» **Exercise prompt**: The entries underneath need to be duplicated exactly, with none omitted.

» **The data**:
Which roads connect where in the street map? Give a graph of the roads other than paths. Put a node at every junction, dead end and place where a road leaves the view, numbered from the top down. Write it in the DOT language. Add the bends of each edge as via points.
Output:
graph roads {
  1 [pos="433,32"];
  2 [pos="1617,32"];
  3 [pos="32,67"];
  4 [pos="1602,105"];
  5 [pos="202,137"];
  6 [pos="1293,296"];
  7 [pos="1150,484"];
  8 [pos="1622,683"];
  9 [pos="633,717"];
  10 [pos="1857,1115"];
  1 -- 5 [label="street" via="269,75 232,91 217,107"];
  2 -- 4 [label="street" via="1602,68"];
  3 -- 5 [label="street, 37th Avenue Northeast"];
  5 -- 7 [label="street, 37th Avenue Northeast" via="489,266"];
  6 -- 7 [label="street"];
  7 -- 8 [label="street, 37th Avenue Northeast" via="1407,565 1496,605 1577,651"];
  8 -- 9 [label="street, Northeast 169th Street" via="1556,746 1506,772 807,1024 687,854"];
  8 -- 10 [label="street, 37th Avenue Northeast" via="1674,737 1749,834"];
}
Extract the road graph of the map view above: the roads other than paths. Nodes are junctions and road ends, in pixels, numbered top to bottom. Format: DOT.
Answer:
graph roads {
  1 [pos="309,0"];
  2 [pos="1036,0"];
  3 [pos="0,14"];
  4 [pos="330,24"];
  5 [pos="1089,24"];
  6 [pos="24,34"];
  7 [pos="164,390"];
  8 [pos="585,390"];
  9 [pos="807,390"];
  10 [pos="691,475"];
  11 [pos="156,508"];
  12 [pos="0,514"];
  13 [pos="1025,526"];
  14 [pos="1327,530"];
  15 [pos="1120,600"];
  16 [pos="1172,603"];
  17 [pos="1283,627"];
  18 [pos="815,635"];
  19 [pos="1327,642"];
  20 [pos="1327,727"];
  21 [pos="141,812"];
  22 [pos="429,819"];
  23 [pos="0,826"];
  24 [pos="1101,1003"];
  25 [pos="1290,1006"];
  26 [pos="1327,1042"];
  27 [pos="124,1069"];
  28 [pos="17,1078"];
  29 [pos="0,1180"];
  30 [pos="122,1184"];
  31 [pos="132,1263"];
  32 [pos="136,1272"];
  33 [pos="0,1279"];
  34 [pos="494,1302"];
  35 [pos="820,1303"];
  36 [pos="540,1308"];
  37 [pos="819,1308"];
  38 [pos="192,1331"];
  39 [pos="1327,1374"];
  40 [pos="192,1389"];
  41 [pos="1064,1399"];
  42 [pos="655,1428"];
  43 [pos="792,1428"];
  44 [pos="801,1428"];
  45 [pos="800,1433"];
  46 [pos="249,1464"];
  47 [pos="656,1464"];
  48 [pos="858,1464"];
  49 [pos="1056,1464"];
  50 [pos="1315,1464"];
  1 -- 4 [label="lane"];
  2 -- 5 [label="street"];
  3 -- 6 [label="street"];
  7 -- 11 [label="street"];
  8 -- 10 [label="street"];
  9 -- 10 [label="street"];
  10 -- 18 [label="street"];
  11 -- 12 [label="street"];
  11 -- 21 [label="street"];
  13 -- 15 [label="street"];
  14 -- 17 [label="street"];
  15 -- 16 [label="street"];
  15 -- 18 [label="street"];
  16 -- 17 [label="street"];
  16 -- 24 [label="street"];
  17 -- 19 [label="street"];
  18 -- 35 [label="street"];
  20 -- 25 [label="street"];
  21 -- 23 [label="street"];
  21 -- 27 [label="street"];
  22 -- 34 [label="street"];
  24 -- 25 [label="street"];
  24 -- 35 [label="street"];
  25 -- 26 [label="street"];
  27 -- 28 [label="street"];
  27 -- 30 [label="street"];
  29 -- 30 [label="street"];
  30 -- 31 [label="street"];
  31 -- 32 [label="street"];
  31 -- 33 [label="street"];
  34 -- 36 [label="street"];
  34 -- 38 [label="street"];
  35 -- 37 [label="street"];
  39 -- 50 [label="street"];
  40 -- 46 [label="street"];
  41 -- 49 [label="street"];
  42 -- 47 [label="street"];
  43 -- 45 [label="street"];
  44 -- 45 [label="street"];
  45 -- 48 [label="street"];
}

» **Finished exercise**:
Which roads connect where in the street map? Give a graph of the roads other than paths. Put a node at every junction, dead end and place where a road leaves the view, numbered from the top down. Write it in the DOT language. Add the bends of each edge as via points.
Output:
graph roads {
  1 [pos="433,32"];
  2 [pos="1617,32"];
  3 [pos="32,67"];
  4 [pos="1602,105"];
  5 [pos="202,137"];
  6 [pos="1293,296"];
  7 [pos="1150,484"];
  8 [pos="1622,683"];
  9 [pos="633,717"];
  10 [pos="1857,1115"];
  1 -- 5 [label="street" via="269,75 232,91 217,107"];
  2 -- 4 [label="street" via="1602,68"];
  3 -- 5 [label="street, 37th Avenue Northeast"];
  5 -- 7 [label="street, 37th Avenue Northeast" via="489,266"];
  6 -- 7 [label="street"];
  7 -- 8 [label="street, 37th Avenue Northeast" via="1407,565 1496,605 1577,651"];
  8 -- 9 [label="street, Northeast 169th Street" via="1556,746 1506,772 807,1024 687,854"];
  8 -- 10 [label="street, 37th Avenue Northeast" via="1674,737 1749,834"];
}
Extract the road graph of the map view above: the roads other than paths. Nodes are junctions and road ends, in pixels, numbered top to bottom. Format: DOT.
Answer:
graph roads {
  1 [pos="309,0"];
  2 [pos="1036,0"];
  3 [pos="0,14"];
  4 [pos="330,24"];
  5 [pos="1089,24"];
  6 [pos="24,34"];
  7 [pos="164,390"];
  8 [pos="585,390"];
  9 [pos="807,390"];
  10 [pos="691,475"];
  11 [pos="156,508"];
  12 [pos="0,514"];
  13 [pos="1025,526"];
  14 [pos="1327,530"];
  15 [pos="1120,600"];
  16 [pos="1172,603"];
  17 [pos="1283,627"];
  18 [pos="815,635"];
  19 [pos="1327,642"];
  20 [pos="1327,727"];
  21 [pos="141,812"];
  22 [pos="429,819"];
  23 [pos="0,826"];
  24 [pos="1101,1003"];
  25 [pos="1290,1006"];
  26 [pos="1327,1042"];
  27 [pos="124,1069"];
  28 [pos="17,1078"];
  29 [pos="0,1180"];
  30 [pos="122,1184"];
  31 [pos="132,1263"];
  32 [pos="136,1272"];
  33 [pos="0,1279"];
  34 [pos="494,1302"];
  35 [pos="820,1303"];
  36 [pos="540,1308"];
  37 [pos="819,1308"];
  38 [pos="192,1331"];
  39 [pos="1327,1374"];
  40 [pos="192,1389"];
  41 [pos="1064,1399"];
  42 [pos="655,1428"];
  43 [pos="792,1428"];
  44 [pos="801,1428"];
  45 [pos="800,1433"];
  46 [pos="249,1464"];
  47 [pos="656,1464"];
  48 [pos="858,1464"];
  49 [pos="1056,1464"];
  50 [pos="1315,1464"];
  1 -- 4 [label="lane"];
  2 -- 5 [label="street"];
  3 -- 6 [label="street"];
  7 -- 11 [label="street"];
  8 -- 10 [label="street"];
  9 -- 10 [label="street"];
  10 -- 18 [label="street"];
  11 -- 12 [label="street"];
  11 -- 21 [label="street"];
  13 -- 15 [label="street"];
  14 -- 17 [label="street"];
  15 -- 16 [label="street"];
  15 -- 18 [label="street"];
  16 -- 17 [label="street"];
  16 -- 24 [label="street"];
  17 -- 19 [label="street"];
  18 -- 35 [label="street"];
  20 -- 25 [label="street"];
  21 -- 23 [label="street"];
  21 -- 27 [label="street"];
  22 -- 34 [label="street"];
  24 -- 25 [label="street"];
  24 -- 35 [label="street"];
  25 -- 26 [label="street"];
  27 -- 28 [label="street"];
  27 -- 30 [label="street"];
  29 -- 30 [label="street"];
  30 -- 31 [label="street"];
  31 -- 32 [label="street"];
  31 -- 33 [label="street"];
  34 -- 36 [label="street"];
  34 -- 38 [label="street"];
  35 -- 37 [label="street"];
  39 -- 50 [label="street"];
  40 -- 46 [label="street"];
  41 -- 49 [label="street"];
  42 -- 47 [label="street"];
  43 -- 45 [label="street"];
  44 -- 45 [label="street"];
  45 -- 48 [label="street"];
}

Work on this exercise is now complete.